[Collected data]
+++

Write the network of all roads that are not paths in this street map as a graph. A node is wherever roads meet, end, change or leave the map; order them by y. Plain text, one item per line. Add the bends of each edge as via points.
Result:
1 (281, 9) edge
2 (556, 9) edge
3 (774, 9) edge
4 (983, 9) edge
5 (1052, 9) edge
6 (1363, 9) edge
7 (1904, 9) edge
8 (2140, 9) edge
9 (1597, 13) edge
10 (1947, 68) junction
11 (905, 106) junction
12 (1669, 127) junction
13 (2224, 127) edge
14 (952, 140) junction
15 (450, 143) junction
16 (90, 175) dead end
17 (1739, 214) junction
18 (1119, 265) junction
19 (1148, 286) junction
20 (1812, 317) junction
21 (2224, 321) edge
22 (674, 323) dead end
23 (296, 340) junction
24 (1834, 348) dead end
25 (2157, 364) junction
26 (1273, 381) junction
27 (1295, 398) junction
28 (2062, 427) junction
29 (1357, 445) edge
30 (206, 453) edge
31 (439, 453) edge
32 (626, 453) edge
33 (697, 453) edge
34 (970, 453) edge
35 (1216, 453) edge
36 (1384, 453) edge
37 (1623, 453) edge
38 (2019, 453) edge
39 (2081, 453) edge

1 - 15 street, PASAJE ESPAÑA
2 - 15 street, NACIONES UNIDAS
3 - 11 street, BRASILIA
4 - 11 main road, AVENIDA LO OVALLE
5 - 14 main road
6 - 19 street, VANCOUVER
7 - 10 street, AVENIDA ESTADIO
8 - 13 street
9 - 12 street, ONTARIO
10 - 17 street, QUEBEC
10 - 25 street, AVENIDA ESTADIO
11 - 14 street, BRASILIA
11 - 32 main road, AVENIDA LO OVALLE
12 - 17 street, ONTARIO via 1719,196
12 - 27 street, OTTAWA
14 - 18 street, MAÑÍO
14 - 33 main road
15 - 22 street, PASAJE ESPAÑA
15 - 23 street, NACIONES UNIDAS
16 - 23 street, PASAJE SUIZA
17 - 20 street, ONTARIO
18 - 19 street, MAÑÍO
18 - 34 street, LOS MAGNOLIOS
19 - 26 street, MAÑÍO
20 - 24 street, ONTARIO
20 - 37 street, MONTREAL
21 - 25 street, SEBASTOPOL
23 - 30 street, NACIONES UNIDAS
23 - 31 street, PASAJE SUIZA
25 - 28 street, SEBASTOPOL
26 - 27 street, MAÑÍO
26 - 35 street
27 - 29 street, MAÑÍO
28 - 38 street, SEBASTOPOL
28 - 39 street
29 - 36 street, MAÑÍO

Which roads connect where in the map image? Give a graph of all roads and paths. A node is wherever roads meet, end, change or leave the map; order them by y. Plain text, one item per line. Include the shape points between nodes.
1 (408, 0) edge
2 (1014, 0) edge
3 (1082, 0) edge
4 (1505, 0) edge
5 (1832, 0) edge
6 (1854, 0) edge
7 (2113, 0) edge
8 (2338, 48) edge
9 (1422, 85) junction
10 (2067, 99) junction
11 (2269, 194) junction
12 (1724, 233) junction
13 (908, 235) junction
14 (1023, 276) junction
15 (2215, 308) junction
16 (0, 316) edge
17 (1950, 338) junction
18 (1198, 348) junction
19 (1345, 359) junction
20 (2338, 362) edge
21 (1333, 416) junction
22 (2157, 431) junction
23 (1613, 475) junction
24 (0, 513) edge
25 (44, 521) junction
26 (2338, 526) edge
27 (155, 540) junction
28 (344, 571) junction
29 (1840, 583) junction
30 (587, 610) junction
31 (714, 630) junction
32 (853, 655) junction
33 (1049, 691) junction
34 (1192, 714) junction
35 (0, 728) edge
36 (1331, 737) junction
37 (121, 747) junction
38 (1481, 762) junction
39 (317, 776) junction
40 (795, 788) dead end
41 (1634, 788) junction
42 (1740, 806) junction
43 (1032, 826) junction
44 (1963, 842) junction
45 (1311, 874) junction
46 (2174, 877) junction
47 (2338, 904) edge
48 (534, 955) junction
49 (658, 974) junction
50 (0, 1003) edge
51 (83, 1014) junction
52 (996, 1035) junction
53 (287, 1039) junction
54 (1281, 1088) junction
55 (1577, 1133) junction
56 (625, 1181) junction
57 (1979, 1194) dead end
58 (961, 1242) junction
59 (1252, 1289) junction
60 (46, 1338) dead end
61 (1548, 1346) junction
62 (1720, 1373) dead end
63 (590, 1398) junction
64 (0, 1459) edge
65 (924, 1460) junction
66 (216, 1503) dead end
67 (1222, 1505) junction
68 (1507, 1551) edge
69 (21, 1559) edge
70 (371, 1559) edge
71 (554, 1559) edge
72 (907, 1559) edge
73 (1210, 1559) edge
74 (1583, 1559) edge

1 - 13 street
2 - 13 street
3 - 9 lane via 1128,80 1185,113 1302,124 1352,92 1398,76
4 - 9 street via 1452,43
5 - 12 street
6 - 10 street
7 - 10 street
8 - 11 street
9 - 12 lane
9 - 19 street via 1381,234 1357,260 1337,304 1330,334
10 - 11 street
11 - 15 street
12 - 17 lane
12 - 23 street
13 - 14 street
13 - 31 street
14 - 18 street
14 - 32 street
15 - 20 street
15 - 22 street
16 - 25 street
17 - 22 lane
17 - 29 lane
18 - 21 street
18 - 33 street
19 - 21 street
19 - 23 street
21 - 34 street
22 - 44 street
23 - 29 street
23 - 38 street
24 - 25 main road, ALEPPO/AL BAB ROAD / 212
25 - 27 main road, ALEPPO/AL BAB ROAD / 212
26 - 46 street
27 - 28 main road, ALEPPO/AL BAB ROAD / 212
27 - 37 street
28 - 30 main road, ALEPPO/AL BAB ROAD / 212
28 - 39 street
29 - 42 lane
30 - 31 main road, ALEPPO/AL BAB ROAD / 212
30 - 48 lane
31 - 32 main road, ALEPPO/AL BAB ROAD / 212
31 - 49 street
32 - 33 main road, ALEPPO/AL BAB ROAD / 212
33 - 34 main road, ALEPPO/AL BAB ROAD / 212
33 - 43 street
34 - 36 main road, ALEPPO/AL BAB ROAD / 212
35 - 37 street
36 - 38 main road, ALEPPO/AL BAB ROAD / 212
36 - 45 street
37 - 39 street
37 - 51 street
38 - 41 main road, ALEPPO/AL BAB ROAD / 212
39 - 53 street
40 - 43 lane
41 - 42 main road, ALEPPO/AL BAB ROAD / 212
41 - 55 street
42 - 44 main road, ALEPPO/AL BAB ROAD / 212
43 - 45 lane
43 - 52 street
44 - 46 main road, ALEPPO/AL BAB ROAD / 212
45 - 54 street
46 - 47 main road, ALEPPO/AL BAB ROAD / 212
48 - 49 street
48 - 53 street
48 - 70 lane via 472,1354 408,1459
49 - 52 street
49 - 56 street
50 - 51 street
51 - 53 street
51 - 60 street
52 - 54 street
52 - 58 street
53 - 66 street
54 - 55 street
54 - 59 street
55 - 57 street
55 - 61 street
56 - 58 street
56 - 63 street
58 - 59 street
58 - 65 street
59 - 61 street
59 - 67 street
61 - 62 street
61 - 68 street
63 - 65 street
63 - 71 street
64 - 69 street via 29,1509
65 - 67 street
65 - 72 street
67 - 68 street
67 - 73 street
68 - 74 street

+++

- Prompt: The response should consist of every record, written out exactly as given.

- Your response:
Write the network of all roads that are not paths in this street map as a graph. A node is wherever roads meet, end, change or leave the map; order them by y. Plain text, one item per line. Add the bends of each edge as via points.
Result:
1 (281, 9) edge
2 (556, 9) edge
3 (774, 9) edge
4 (983, 9) edge
5 (1052, 9) edge
6 (1363, 9) edge
7 (1904, 9) edge
8 (2140, 9) edge
9 (1597, 13) edge
10 (1947, 68) junction
11 (905, 106) junction
12 (1669, 127) junction
13 (2224, 127) edge
14 (952, 140) junction
15 (450, 143) junction
16 (90, 175) dead end
17 (1739, 214) junction
18 (1119, 265) junction
19 (1148, 286) junction
20 (1812, 317) junction
21 (2224, 321) edge
22 (674, 323) dead end
23 (296, 340) junction
24 (1834, 348) dead end
25 (2157, 364) junction
26 (1273, 381) junction
27 (1295, 398) junction
28 (2062, 427) junction
29 (1357, 445) edge
30 (206, 453) edge
31 (439, 453) edge
32 (626, 453) edge
33 (697, 453) edge
34 (970, 453) edge
35 (1216, 453) edge
36 (1384, 453) edge
37 (1623, 453) edge
38 (2019, 453) edge
39 (2081, 453) edge

1 - 15 street, PASAJE ESPAÑA
2 - 15 street, NACIONES UNIDAS
3 - 11 street, BRASILIA
4 - 11 main road, AVENIDA LO OVALLE
5 - 14 main road
6 - 19 street, VANCOUVER
7 - 10 street, AVENIDA ESTADIO
8 - 13 street
9 - 12 street, ONTARIO
10 - 17 street, QUEBEC
10 - 25 street, AVENIDA ESTADIO
11 - 14 street, BRASILIA
11 - 32 main road, AVENIDA LO OVALLE
12 - 17 street, ONTARIO via 1719,196
12 - 27 street, OTTAWA
14 - 18 street, MAÑÍO
14 - 33 main road
15 - 22 street, PASAJE ESPAÑA
15 - 23 street, NACIONES UNIDAS
16 - 23 street, PASAJE SUIZA
17 - 20 street, ONTARIO
18 - 19 street, MAÑÍO
18 - 34 street, LOS MAGNOLIOS
19 - 26 street, MAÑÍO
20 - 24 street, ONTARIO
20 - 37 street, MONTREAL
21 - 25 street, SEBASTOPOL
23 - 30 street, NACIONES UNIDAS
23 - 31 street, PASAJE SUIZA
25 - 28 street, SEBASTOPOL
26 - 27 street, MAÑÍO
26 - 35 street
27 - 29 street, MAÑÍO
28 - 38 street, SEBASTOPOL
28 - 39 street
29 - 36 street, MAÑÍO

Which roads connect where in the map image? Give a graph of all roads and paths. A node is wherever roads meet, end, change or leave the map; order them by y. Plain text, one item per line. Include the shape points between nodes.
1 (408, 0) edge
2 (1014, 0) edge
3 (1082, 0) edge
4 (1505, 0) edge
5 (1832, 0) edge
6 (1854, 0) edge
7 (2113, 0) edge
8 (2338, 48) edge
9 (1422, 85) junction
10 (2067, 99) junction
11 (2269, 194) junction
12 (1724, 233) junction
13 (908, 235) junction
14 (1023, 276) junction
15 (2215, 308) junction
16 (0, 316) edge
17 (1950, 338) junction
18 (1198, 348) junction
19 (1345, 359) junction
20 (2338, 362) edge
21 (1333, 416) junction
22 (2157, 431) junction
23 (1613, 475) junction
24 (0, 513) edge
25 (44, 521) junction
26 (2338, 526) edge
27 (155, 540) junction
28 (344, 571) junction
29 (1840, 583) junction
30 (587, 610) junction
31 (714, 630) junction
32 (853, 655) junction
33 (1049, 691) junction
34 (1192, 714) junction
35 (0, 728) edge
36 (1331, 737) junction
37 (121, 747) junction
38 (1481, 762) junction
39 (317, 776) junction
40 (795, 788) dead end
41 (1634, 788) junction
42 (1740, 806) junction
43 (1032, 826) junction
44 (1963, 842) junction
45 (1311, 874) junction
46 (2174, 877) junction
47 (2338, 904) edge
48 (534, 955) junction
49 (658, 974) junction
50 (0, 1003) edge
51 (83, 1014) junction
52 (996, 1035) junction
53 (287, 1039) junction
54 (1281, 1088) junction
55 (1577, 1133) junction
56 (625, 1181) junction
57 (1979, 1194) dead end
58 (961, 1242) junction
59 (1252, 1289) junction
60 (46, 1338) dead end
61 (1548, 1346) junction
62 (1720, 1373) dead end
63 (590, 1398) junction
64 (0, 1459) edge
65 (924, 1460) junction
66 (216, 1503) dead end
67 (1222, 1505) junction
68 (1507, 1551) edge
69 (21, 1559) edge
70 (371, 1559) edge
71 (554, 1559) edge
72 (907, 1559) edge
73 (1210, 1559) edge
74 (1583, 1559) edge

1 - 13 street
2 - 13 street
3 - 9 lane via 1128,80 1185,113 1302,124 1352,92 1398,76
4 - 9 street via 1452,43
5 - 12 street
6 - 10 street
7 - 10 street
8 - 11 street
9 - 12 lane
9 - 19 street via 1381,234 1357,260 1337,304 1330,334
10 - 11 street
11 - 15 street
12 - 17 lane
12 - 23 street
13 - 14 street
13 - 31 street
14 - 18 street
14 - 32 street
15 - 20 street
15 - 22 street
16 - 25 street
17 - 22 lane
17 - 29 lane
18 - 21 street
18 - 33 street
19 - 21 street
19 - 23 street
21 - 34 street
22 - 44 street
23 - 29 street
23 - 38 street
24 - 25 main road, ALEPPO/AL BAB ROAD / 212
25 - 27 main road, ALEPPO/AL BAB ROAD / 212
26 - 46 street
27 - 28 main road, ALEPPO/AL BAB ROAD / 212
27 - 37 street
28 - 30 main road, ALEPPO/AL BAB ROAD / 212
28 - 39 street
29 - 42 lane
30 - 31 main road, ALEPPO/AL BAB ROAD / 212
30 - 48 lane
31 - 32 main road, ALEPPO/AL BAB ROAD / 212
31 - 49 street
32 - 33 main road, ALEPPO/AL BAB ROAD / 212
33 - 34 main road, ALEPPO/AL BAB ROAD / 212
33 - 43 street
34 - 36 main road, ALEPPO/AL BAB ROAD / 212
35 - 37 street
36 - 38 main road, ALEPPO/AL BAB ROAD / 212
36 - 45 street
37 - 39 street
37 - 51 street
38 - 41 main road, ALEPPO/AL BAB ROAD / 212
39 - 53 street
40 - 43 lane
41 - 42 main road, ALEPPO/AL BAB ROAD / 212
41 - 55 street
42 - 44 main road, ALEPPO/AL BAB ROAD / 212
43 - 45 lane
43 - 52 street
44 - 46 main road, ALEPPO/AL BAB ROAD / 212
45 - 54 street
46 - 47 main road, ALEPPO/AL BAB ROAD / 212
48 - 49 street
48 - 53 street
48 - 70 lane via 472,1354 408,1459
49 - 52 street
49 - 56 street
50 - 51 street
51 - 53 street
51 - 60 street
52 - 54 street
52 - 58 street
53 - 66 street
54 - 55 street
54 - 59 street
55 - 57 street
55 - 61 street
56 - 58 street
56 - 63 street
58 - 59 street
58 - 65 street
59 - 61 street
59 - 67 street
61 - 62 street
61 - 68 street
63 - 65 street
63 - 71 street
64 - 69 street via 29,1509
65 - 67 street
65 - 72 street
67 - 68 street
67 - 73 street
68 - 74 street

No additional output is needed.